[SUPPLIED RECORDS]

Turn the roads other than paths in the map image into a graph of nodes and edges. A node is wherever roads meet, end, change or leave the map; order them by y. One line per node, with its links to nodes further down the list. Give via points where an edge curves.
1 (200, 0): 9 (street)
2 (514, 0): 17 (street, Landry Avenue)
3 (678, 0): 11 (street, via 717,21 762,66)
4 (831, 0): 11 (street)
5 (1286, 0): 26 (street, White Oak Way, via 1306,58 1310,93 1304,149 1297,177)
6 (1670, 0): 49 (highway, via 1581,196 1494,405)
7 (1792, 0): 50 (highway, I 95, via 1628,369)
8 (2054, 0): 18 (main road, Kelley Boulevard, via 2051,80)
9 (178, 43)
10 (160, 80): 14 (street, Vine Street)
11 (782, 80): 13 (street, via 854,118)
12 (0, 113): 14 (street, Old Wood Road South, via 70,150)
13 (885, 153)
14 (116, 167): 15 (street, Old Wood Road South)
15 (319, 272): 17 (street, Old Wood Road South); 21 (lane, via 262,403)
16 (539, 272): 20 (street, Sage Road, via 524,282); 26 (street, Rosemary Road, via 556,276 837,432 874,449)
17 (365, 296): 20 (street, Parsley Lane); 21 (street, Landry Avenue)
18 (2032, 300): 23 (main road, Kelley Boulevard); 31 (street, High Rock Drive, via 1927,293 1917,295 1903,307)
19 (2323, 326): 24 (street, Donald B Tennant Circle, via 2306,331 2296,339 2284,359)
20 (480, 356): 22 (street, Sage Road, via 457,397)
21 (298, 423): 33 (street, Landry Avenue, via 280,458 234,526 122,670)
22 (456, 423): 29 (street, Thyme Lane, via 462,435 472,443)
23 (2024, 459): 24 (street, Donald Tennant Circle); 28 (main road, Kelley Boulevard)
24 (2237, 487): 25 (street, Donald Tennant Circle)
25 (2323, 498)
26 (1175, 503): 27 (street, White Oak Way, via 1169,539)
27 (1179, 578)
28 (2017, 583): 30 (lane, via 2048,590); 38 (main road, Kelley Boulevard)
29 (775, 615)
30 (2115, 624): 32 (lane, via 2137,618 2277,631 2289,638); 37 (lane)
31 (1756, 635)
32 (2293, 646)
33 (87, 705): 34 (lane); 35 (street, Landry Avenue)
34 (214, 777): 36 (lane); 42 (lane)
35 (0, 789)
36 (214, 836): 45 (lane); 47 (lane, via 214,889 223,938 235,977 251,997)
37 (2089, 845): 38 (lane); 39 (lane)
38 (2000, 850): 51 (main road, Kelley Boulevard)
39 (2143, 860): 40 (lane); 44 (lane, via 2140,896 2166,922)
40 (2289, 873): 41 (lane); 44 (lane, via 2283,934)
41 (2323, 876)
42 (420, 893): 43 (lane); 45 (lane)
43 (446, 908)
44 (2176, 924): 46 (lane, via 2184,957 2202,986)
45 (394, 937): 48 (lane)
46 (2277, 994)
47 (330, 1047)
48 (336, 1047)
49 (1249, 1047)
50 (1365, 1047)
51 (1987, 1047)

[/SUPPLIED RECORDS]

• PROMPT
Your task is to find every line above containing the word "Kelley" and copy it.

• FINAL ANSWER
8 (2054, 0): 18 (main road, Kelley Boulevard, via 2051,80)
18 (2032, 300): 23 (main road, Kelley Boulevard); 31 (street, High Rock Drive, via 1927,293 1917,295 1903,307)
23 (2024, 459): 24 (street, Donald Tennant Circle); 28 (main road, Kelley Boulevard)
28 (2017, 583): 30 (lane, via 2048,590); 38 (main road, Kelley Boulevard)
38 (2000, 850): 51 (main road, Kelley Boulevard)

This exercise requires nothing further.